BEGIN Material for the task

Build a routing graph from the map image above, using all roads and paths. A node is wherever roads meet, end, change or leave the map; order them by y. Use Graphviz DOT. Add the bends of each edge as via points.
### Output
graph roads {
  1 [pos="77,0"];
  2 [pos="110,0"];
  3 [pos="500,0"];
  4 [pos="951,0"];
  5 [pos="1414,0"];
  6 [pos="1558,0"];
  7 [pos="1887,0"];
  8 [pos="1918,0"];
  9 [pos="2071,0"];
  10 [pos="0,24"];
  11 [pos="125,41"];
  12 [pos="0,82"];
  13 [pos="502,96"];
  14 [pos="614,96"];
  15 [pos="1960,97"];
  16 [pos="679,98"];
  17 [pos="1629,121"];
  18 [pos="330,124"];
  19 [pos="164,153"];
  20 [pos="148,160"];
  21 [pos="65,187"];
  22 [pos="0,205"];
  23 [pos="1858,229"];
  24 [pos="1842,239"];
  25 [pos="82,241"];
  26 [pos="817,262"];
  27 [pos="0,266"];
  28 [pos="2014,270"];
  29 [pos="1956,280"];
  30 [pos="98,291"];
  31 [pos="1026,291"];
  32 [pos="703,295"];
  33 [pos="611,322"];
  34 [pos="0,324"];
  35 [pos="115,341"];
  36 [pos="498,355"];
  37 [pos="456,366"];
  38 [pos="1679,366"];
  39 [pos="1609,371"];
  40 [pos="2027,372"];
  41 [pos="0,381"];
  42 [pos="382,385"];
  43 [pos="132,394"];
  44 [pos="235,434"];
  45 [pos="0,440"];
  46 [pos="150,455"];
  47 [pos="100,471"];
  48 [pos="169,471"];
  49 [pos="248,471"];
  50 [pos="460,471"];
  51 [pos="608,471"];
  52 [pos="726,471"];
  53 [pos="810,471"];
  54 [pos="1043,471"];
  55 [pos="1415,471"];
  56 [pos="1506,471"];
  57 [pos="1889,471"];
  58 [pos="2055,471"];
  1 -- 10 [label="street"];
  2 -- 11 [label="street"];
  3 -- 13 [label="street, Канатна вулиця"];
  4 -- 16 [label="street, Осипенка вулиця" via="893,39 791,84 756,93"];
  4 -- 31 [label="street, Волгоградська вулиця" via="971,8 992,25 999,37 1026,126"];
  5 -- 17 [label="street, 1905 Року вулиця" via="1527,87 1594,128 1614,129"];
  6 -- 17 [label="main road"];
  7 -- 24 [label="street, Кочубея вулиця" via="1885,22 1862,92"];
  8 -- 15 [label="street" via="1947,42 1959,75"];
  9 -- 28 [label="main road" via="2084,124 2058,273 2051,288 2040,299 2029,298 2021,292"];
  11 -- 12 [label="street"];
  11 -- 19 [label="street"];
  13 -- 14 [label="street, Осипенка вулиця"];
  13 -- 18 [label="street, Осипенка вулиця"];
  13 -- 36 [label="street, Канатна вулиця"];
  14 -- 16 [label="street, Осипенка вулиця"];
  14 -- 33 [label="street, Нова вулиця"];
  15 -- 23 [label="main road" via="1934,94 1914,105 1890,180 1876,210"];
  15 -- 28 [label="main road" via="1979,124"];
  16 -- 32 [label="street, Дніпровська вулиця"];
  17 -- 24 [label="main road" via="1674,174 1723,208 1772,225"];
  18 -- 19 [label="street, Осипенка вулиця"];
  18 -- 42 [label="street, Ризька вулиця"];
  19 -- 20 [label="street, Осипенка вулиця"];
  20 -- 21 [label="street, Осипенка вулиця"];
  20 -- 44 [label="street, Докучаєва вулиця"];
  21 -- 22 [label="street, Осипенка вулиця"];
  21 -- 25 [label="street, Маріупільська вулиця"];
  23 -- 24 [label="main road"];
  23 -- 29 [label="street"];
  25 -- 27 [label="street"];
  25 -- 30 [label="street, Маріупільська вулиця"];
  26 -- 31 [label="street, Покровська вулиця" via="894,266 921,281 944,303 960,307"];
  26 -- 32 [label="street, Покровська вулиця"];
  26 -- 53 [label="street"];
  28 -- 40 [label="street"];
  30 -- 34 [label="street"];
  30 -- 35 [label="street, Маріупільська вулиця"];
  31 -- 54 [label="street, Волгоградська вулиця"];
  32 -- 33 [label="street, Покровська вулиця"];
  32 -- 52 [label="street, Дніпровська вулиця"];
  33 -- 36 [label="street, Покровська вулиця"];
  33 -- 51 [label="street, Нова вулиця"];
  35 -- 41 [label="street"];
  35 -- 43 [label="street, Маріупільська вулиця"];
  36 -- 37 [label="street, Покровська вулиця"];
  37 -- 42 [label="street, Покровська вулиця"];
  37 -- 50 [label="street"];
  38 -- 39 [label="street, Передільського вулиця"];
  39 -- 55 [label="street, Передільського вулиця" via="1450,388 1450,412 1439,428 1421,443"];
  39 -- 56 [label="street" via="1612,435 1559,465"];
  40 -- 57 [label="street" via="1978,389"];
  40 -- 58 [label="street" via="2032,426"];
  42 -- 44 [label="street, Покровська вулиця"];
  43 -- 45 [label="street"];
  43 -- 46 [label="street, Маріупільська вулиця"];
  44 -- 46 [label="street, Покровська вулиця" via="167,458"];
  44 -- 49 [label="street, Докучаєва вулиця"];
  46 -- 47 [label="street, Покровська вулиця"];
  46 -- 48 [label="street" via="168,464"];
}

END Material for the task

Copy each line of the listing that contains the string "Покровська".

[Response to the exercise]
  26 -- 31 [label="street, Покровська вулиця" via="894,266 921,281 944,303 960,307"];
  26 -- 32 [label="street, Покровська вулиця"];
  32 -- 33 [label="street, Покровська вулиця"];
  33 -- 36 [label="street, Покровська вулиця"];
  36 -- 37 [label="street, Покровська вулиця"];
  37 -- 42 [label="street, Покровська вулиця"];
  42 -- 44 [label="street, Покровська вулиця"];
  44 -- 46 [label="street, Покровська вулиця" via="167,458"];
  46 -- 47 [label="street, Покровська вулиця"];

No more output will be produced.